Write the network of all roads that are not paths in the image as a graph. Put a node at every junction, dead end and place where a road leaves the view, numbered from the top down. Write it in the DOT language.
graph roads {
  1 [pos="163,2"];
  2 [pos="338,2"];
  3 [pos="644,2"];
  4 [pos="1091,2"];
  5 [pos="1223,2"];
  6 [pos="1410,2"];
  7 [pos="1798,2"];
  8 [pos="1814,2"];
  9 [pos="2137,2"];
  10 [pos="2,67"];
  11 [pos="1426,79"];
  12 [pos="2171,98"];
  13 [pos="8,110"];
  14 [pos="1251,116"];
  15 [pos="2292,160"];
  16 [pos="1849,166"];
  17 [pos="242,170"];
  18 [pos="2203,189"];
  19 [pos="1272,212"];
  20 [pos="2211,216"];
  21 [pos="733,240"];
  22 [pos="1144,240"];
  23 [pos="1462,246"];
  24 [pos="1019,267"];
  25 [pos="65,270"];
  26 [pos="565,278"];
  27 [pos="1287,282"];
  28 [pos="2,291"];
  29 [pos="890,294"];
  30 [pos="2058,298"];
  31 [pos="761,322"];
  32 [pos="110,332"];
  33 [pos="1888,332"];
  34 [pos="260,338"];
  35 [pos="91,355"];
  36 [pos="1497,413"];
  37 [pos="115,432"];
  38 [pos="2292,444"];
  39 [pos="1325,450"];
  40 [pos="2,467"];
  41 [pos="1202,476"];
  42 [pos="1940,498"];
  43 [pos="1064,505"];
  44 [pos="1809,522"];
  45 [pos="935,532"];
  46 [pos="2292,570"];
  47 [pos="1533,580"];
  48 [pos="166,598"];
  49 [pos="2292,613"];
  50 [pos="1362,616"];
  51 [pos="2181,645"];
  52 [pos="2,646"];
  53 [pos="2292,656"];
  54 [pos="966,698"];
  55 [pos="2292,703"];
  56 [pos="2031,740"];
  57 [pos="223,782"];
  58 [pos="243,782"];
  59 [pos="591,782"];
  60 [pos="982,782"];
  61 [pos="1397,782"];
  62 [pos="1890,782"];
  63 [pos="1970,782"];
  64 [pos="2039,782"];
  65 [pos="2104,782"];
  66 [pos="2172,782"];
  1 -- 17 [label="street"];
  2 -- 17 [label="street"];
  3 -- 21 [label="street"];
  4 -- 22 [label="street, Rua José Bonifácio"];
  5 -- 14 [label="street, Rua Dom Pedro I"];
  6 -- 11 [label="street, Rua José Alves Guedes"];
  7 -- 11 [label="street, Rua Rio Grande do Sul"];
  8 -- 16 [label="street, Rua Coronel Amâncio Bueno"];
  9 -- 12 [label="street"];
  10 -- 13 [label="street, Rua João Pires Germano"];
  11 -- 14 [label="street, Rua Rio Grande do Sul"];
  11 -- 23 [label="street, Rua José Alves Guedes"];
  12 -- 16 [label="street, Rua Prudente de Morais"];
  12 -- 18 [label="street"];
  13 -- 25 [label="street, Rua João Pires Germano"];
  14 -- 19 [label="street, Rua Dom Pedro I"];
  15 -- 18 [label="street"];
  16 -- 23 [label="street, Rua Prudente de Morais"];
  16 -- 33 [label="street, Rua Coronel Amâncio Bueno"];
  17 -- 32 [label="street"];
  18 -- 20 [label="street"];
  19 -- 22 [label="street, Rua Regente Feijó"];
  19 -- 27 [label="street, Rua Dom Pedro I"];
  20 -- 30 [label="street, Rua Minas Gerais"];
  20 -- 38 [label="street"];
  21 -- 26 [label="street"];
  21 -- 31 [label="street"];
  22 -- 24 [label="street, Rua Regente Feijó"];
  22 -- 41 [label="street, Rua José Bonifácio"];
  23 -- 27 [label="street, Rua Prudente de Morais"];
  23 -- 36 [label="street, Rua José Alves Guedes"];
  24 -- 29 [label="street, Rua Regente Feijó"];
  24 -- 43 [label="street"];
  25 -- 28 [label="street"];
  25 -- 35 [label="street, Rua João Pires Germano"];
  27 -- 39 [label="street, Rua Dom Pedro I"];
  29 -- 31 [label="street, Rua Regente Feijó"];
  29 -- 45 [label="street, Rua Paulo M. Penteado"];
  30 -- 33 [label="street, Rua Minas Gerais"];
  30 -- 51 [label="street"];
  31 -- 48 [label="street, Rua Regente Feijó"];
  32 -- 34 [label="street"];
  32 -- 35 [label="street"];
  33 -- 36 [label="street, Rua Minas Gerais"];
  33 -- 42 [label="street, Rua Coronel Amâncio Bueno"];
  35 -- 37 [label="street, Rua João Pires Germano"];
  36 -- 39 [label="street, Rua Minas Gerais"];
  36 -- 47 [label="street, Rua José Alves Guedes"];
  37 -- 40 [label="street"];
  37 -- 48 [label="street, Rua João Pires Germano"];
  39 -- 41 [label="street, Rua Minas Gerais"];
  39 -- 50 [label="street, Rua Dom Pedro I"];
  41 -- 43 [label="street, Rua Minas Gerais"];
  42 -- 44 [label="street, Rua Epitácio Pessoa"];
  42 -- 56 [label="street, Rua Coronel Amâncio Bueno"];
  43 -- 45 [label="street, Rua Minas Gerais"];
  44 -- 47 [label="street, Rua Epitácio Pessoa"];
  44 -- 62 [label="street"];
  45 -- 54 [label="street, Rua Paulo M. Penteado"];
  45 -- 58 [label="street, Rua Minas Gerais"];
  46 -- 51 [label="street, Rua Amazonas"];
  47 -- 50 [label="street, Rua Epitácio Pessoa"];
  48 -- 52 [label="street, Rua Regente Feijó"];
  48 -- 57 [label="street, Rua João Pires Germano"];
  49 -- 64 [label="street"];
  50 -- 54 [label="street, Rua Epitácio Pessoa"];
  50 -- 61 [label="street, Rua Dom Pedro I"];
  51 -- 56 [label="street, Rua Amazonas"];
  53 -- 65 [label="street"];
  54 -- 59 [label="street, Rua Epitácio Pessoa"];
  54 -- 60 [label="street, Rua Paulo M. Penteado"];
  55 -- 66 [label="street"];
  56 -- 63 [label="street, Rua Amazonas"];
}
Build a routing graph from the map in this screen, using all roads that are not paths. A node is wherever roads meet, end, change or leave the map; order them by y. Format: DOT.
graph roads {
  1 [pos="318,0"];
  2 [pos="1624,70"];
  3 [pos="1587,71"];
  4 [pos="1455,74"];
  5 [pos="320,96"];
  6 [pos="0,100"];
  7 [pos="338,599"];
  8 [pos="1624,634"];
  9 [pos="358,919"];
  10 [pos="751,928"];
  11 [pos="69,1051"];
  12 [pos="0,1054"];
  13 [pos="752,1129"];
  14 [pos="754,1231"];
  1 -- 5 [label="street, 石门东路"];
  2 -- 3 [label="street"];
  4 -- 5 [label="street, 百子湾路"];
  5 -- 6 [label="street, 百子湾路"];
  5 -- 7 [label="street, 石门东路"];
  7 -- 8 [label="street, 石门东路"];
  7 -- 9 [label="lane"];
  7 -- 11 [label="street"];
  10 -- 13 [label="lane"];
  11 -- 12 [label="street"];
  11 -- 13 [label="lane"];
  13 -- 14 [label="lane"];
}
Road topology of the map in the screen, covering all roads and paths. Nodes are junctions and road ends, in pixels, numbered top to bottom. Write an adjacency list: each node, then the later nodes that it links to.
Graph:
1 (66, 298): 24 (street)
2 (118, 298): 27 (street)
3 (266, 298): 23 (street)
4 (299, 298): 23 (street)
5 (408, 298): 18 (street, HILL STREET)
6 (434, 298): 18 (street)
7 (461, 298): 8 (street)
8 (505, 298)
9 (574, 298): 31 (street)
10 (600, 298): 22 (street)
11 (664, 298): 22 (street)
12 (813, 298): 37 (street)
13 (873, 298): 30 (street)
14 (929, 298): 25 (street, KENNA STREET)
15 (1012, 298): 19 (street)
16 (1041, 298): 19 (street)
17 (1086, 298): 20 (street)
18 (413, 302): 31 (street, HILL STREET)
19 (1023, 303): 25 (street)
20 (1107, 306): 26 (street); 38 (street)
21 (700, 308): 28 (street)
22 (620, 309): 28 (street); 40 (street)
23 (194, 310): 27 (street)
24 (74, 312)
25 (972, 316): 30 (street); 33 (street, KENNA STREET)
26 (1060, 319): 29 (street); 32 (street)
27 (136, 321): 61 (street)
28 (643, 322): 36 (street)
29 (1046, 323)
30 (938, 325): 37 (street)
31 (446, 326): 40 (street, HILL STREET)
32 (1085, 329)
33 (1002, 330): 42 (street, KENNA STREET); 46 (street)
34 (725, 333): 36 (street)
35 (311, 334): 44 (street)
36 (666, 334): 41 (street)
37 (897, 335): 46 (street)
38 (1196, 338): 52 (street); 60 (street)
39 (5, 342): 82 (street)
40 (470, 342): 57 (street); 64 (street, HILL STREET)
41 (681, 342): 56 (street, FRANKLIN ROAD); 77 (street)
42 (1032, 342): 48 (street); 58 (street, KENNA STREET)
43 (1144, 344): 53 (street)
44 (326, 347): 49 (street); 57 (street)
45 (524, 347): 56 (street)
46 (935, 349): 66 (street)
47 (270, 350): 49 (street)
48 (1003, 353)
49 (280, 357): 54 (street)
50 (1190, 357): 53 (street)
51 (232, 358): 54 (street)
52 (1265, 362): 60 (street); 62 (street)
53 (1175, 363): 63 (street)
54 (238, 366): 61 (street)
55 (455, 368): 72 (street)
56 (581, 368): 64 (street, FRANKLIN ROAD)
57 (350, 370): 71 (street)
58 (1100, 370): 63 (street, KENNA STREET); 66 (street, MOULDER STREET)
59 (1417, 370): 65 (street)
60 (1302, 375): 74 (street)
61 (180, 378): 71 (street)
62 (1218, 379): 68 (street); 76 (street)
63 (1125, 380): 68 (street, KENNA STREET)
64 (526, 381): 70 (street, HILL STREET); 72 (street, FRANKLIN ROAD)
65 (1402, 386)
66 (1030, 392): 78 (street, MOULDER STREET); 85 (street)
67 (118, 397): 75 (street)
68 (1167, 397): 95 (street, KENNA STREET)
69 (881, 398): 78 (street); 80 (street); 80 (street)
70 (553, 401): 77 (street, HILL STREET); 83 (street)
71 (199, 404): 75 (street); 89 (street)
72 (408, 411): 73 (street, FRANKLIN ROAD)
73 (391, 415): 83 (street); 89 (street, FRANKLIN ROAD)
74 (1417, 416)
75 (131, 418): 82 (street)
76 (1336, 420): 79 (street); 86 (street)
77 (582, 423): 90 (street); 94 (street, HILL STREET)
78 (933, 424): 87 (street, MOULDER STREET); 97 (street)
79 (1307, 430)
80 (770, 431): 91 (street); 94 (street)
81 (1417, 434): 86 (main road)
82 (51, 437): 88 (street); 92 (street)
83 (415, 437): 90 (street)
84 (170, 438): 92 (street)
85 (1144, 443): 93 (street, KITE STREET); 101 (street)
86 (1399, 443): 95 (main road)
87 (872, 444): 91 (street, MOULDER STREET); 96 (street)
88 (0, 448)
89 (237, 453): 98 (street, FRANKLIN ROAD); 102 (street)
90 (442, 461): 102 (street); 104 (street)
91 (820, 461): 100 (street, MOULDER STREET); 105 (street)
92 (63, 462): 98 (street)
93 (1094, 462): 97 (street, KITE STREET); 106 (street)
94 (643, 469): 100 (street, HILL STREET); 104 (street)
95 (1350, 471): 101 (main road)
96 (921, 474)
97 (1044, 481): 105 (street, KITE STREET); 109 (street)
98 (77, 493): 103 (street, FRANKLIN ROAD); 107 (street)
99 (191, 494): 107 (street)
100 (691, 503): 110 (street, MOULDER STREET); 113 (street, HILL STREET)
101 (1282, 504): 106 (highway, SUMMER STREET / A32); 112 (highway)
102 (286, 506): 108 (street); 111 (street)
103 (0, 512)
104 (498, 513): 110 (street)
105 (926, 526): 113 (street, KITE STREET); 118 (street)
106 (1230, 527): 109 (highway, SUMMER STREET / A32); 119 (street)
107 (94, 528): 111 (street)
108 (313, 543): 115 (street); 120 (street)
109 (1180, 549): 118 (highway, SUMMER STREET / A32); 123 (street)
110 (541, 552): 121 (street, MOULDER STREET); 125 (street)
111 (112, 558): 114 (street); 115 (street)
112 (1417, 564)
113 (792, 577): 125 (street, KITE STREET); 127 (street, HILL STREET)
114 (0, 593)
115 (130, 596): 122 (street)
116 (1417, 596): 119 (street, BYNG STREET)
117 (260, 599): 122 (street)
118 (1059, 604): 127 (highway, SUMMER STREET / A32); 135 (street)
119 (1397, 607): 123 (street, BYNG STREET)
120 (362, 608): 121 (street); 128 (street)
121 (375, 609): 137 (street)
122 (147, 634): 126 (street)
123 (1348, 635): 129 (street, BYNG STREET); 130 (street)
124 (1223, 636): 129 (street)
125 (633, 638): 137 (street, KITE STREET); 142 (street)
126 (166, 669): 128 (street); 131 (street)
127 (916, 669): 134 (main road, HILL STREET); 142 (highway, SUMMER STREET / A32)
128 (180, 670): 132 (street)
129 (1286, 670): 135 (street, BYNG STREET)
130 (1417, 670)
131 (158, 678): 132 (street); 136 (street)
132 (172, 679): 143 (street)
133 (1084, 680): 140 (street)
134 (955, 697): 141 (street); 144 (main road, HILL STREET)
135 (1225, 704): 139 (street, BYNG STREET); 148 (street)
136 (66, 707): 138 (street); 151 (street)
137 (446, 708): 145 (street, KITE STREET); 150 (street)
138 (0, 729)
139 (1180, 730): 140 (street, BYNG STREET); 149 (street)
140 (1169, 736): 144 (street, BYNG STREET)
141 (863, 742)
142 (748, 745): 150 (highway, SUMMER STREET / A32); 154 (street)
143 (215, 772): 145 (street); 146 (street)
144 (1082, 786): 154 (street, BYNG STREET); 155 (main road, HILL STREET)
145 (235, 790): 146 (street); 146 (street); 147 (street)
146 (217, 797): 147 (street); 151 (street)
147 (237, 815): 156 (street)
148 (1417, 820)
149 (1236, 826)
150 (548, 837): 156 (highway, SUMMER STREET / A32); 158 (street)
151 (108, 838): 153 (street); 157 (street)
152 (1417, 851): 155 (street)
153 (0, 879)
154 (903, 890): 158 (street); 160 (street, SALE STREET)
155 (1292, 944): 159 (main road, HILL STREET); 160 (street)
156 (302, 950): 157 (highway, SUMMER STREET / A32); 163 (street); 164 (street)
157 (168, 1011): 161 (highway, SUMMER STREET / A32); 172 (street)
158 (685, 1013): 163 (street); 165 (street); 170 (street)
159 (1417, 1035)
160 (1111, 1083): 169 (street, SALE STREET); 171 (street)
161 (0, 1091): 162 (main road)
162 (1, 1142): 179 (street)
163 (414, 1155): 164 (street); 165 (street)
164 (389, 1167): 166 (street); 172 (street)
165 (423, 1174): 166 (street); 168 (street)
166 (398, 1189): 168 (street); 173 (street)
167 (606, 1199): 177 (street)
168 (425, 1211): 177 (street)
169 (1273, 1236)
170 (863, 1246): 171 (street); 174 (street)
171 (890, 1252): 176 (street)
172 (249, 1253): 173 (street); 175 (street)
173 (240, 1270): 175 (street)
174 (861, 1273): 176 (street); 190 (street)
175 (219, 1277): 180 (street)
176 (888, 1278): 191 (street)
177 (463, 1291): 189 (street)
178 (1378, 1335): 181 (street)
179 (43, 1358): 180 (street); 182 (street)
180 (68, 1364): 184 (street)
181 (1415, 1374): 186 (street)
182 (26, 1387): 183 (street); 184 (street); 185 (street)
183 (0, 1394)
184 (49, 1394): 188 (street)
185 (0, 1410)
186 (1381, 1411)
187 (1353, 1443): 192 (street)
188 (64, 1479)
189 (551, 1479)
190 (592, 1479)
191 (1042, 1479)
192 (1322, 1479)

DIRECTIONS: Above are the records. Identify each line that contains the word "Germano".

TASK OUTPUT:
  10 -- 13 [label="street, Rua João Pires Germano"];
  13 -- 25 [label="street, Rua João Pires Germano"];
  25 -- 35 [label="street, Rua João Pires Germano"];
  35 -- 37 [label="street, Rua João Pires Germano"];
  37 -- 48 [label="street, Rua João Pires Germano"];
  48 -- 57 [label="street, Rua João Pires Germano"];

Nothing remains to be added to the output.